■ **Task**: How many lines in the records below contain "Poço"? Reply with the number only.

■ **Records**:

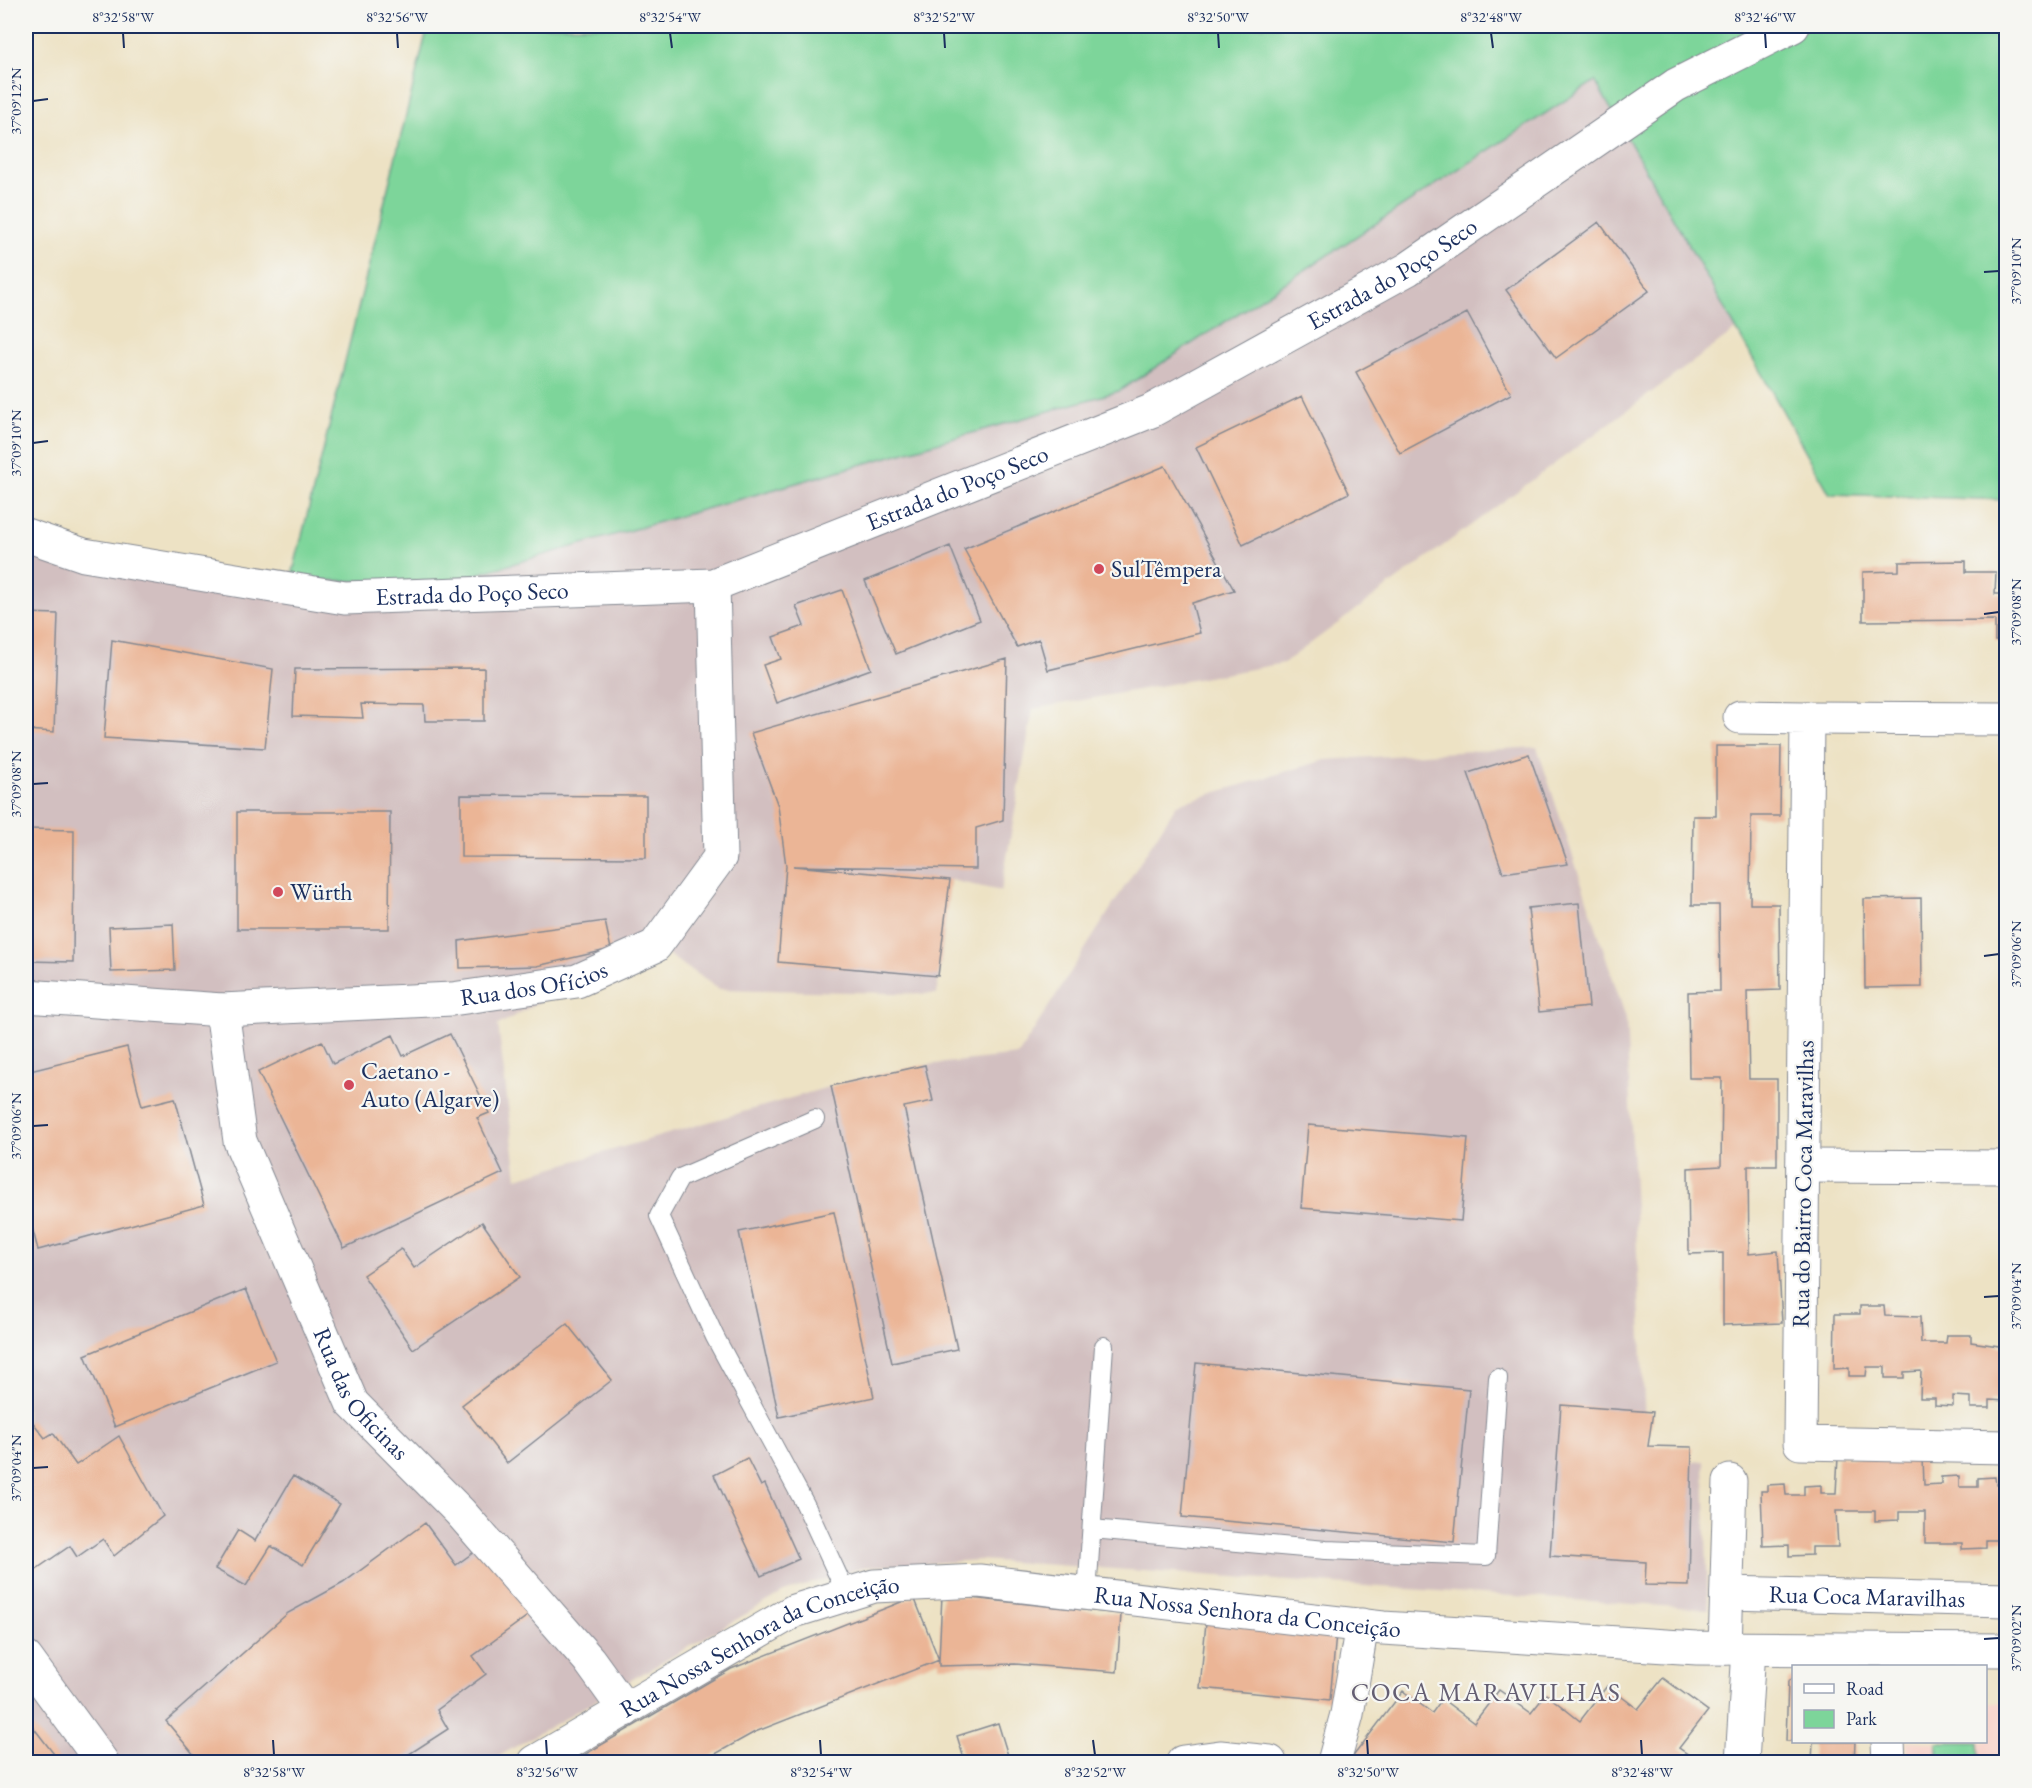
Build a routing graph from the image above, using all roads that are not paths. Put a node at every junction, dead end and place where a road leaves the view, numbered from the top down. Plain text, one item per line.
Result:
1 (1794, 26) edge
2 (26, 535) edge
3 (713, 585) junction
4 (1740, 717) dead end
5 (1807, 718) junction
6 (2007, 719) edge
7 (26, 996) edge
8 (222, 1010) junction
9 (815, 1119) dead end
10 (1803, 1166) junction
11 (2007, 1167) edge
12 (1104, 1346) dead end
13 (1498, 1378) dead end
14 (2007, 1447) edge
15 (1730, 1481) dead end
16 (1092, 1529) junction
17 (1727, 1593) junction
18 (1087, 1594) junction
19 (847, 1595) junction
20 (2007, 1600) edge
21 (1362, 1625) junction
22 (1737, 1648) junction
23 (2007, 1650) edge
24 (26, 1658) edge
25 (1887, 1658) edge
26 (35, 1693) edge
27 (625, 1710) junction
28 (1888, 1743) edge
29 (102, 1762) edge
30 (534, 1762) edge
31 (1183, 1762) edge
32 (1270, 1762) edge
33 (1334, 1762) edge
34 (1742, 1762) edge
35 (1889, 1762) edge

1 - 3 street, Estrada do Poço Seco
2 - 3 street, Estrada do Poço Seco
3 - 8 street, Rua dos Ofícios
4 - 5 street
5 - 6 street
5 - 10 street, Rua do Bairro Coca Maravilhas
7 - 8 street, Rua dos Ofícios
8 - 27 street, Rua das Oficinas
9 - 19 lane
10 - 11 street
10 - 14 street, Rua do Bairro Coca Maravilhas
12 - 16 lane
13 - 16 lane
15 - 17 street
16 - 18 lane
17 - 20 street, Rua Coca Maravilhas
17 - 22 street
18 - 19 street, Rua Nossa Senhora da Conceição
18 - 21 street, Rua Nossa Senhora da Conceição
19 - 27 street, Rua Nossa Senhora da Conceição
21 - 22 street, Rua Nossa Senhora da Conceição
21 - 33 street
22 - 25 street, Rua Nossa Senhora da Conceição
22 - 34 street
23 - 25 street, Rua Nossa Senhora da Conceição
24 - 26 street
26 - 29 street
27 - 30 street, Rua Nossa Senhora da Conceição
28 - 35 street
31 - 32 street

■ **Expected answer**: 2